Furthermore, sociologist Hartmut Rosa presents an idea of social acceleration, where our everyday lives have sped up tenfold as a result of technological advancements; a notion intricately linked with capitalist striving for profit. Harkening back to postmodern ideas, “historical development is no longer understood as running toward a determinate goal, and its ending remains uncertain”. This leaves citizens of modernity in a fragile, ever-stressed state, a condition of permanent urgency without direction, therefore making capitalist efficiency a dominant organizing principle.



All of this examination leads to one thing; voids of purpose filled incompletely with a craving for wealth. Many often wonder why in life there always seems to be a missing piece, why there is often a lack of meaning; perhaps, this is the reason. When we combine all the points established above regarding modern capitalism’s tendency to destabilize principles, focusing only on economic success, Erika Kirk’s movement makes total sense.



This self-marginalisation for the gain of profits is typical of current culture. Kirk knows women can be more than the traditional stereotype. “Eerily reminiscent of Margaret Atwood’s, The Handmaid’s Tale, and the character of Serena Joy, Kirk’s promotion of a movement, which pushes female passivity, parallels Serena Joy’s promotion of a system, which inevitably silences her,” wrote Candance Whawell in Palatinate. 

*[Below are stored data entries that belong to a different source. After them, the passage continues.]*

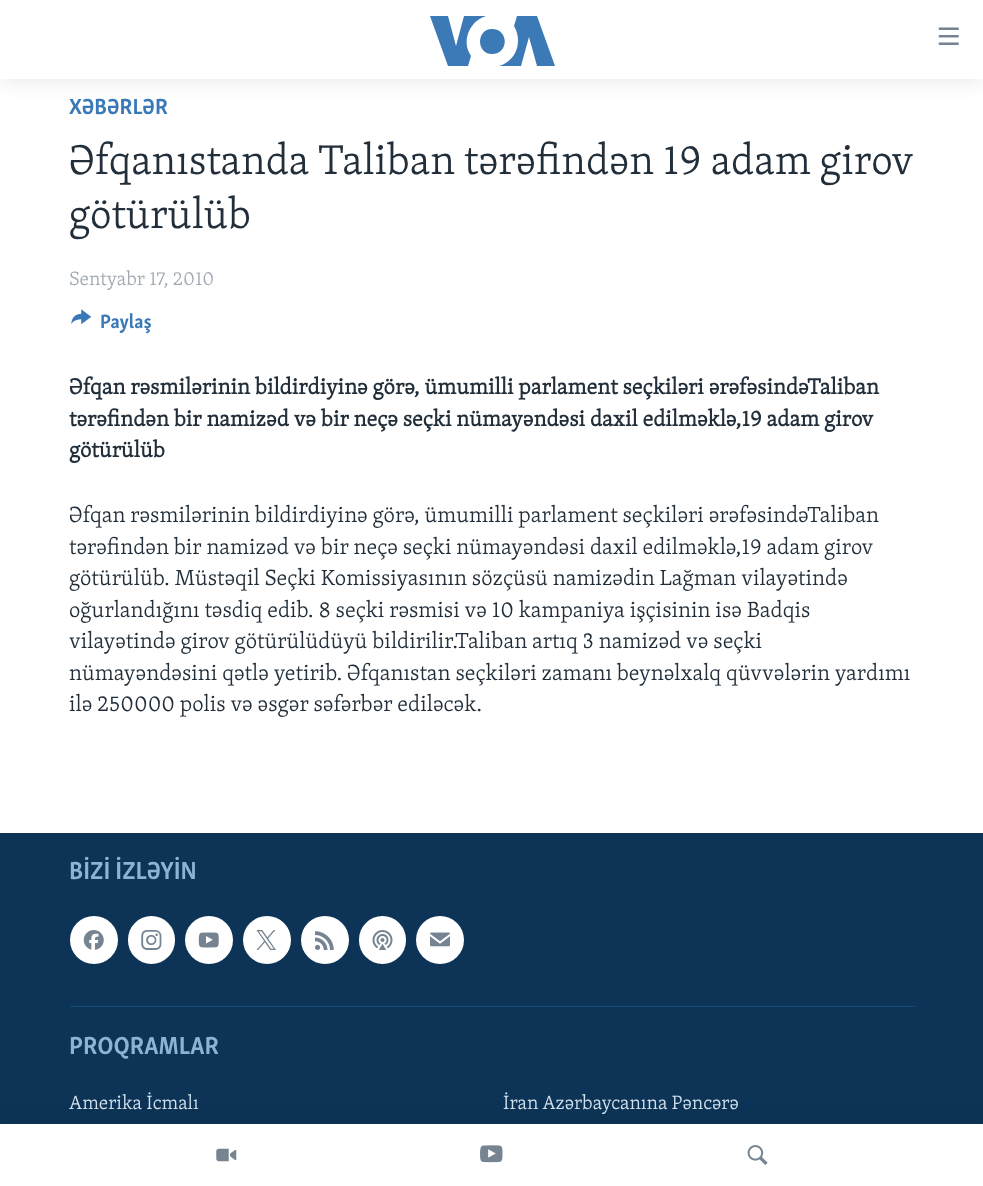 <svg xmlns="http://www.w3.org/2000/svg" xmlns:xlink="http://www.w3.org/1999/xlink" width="983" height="1186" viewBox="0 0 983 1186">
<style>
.cls-1{font:bold 22.5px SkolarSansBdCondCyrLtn;fill:#3a79b7}
.cls-2{font:300 42.75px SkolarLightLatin;fill:#222f3a}
.cls-3{font:300 19.75px SkolarLightLatin;fill:#a1aab4}
.cls-4{font:bold 19.75px SkolarSansBdCondCyrLtn;fill:#3a79b7}
.cls-5{font:bold 22.5px SkolarLightLatin;fill:#222f3a}
.cls-6{font:300 22.5px SkolarLightLatin;fill:#222f3a}
.cls-7{font:bold 25.25px SkolarSansBdCondCyrLtn;fill:#8db3d4}
.cls-8{font:300 19.75px SkolarLightLatin;fill:#d1e1ee}
</style>
<rect width="100%" height="100%" fill="#ffffff"/>
<rect fill="#000000" fill-opacity="0.1" filter="blur(12.5px)" x="0" y="0" width="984" height="79"/>
<rect fill="#ffffff" x="0" y="0" width="983" height="79"/>
<path fill="#3b79b7" d="M471 56L468 66H448L430 16H448L456 46L464 16H486C469 21 461 42 471 56ZM492 29C476 29 476 54 492 54C509 54 509 29 492 29ZM518 41C518 53 510 63 499 66H521L529 37L537 66H555L537 16H517L514 26C517 31 518 36 518 41Z"/>
<image xlink:href="image0.png" x="938" y="27" width="21" height="18"/>
<rect fill="#0d3456" x="0" y="833" width="983" height="291"/>
<rect fill="#000000" fill-opacity="0.1" filter="blur(12.5px)" x="0" y="1124" width="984" height="62"/>
<rect fill="#ffffff" x="0" y="1124" width="983" height="62"/>
<image xlink:href="image1.png" x="216" y="1148" width="21" height="14"/>
<image xlink:href="image2.png" x="480" y="1145" width="23" height="18"/>
<image xlink:href="image3.png" x="747" y="1145" width="21" height="20"/>
<image xlink:href="image4.png" x="71" y="309" width="21" height="16"/>
<circle fill="#ffffff" cx="94" cy="940" r="24"/>
<image xlink:href="image5.png" x="83" y="930" width="21" height="20"/>
<rect fill="#ffffff" x="128" y="916" width="47" height="48" rx="23.5"/>
<image xlink:href="image6.png" x="141" y="930" width="21" height="20"/>
<circle fill="#ffffff" cx="209" cy="940" r="24"/>
<image xlink:href="image7.png" x="198" y="932" width="21" height="16"/>
<circle fill="#ffffff" cx="267" cy="940" r="24"/>
<image xlink:href="image8.png" x="256" y="930" width="20" height="20"/>
<circle fill="#ffffff" cx="325" cy="940" r="24"/>
<image xlink:href="image9.png" x="315" y="931" width="19" height="19"/>
<rect fill="#ffffff" x="359" y="916" width="47" height="48" rx="23.5"/>
<image xlink:href="image10.png" x="372" y="930" width="21" height="20"/>
<circle fill="#ffffff" cx="440" cy="940" r="24"/>
<image xlink:href="image11.png" x="430" y="932" width="20" height="15"/>
<rect fill="#134976" x="70" y="1006" width="845" height="1"/>
<text class="cls-1" x="69" y="114">XƏBƏRLƏR</text>
<text class="cls-2"><tspan x="69" y="174">Əfqanıstanda Taliban tərəfindən 19 adam girov</tspan><tspan x="69" y="228">götürülüb</tspan></text>
<text class="cls-3" x="69" y="285">Sentyabr 17, 2010</text>
<text class="cls-4" x="100" y="328">Paylaş</text>
<text class="cls-5"><tspan x="69" y="394">Əfqan rəsmilərinin bildirdiyinə görə, ümumilli parlament seçkiləri ərəfəsindəTaliban</tspan><tspan x="69" y="426">tərəfindən bir namizəd və bir neçə seçki nümayəndəsi daxil edilməklə,19 adam girov</tspan><tspan x="69" y="457">götürülüb</tspan></text>
<text class="cls-6"><tspan x="69" y="522">Əfqan rəsmilərinin bildirdiyinə görə, ümumilli parlament seçkiləri ərəfəsindəTaliban</tspan><tspan x="69" y="554">tərəfindən bir namizəd və bir neçə seçki nümayəndəsi daxil edilməklə,19 adam girov</tspan><tspan x="69" y="585">götürülüb. Müstəqil Seçki Komissiyasının sözçüsü namizədin Lağman vilayətində</tspan><tspan x="69" y="617">oğurlandığını təsdiq edib. 8 seçki rəsmisi və 10 kampaniya işçisinin isə Badqis</tspan><tspan x="69" y="648">vilayətində girov götürülüdüyü bildirilir.Taliban artıq 3 namizəd və seçki</tspan><tspan x="69" y="680">nümayəndəsini qətlə yetirib. Əfqanıstan seçkiləri zamanı beynəlxalq qüvvələrin yardımı</tspan><tspan x="69" y="711">ilə 250000 polis və əsgər səfərbər ediləcək.</tspan></text>
<text class="cls-7" x="69" y="879">BİZİ İZLƏYİN</text>
<text class="cls-7" x="69" y="1054">PROQRAMLAR</text>
<text class="cls-8" x="69" y="1109">Amerika İcmalı</text>
<text class="cls-8" x="503" y="1109">İran Azərbaycanına Pəncərə</text>
</svg>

Yet provocativity thrives in the attentional economy when all moral ground has been disintegrated. Under capitalist media and its monetary incentive for clicks, the idea of free speech or action is blurred; is to be free to be able to speak and do without prosecution, or to be able to speak without external forces driving your speech? Because if it is the latter, with this monetary incentive comes great influence, promoting controversial language and sensational events. We are not individuals, as neoliberalism poses, rather we are collectives, influenced by unwritten rules, what Jacques Lacan would call “the Big Other;” the representation of a symbolic order of norms and society that structures our subjectivity, desires, and unconscious. 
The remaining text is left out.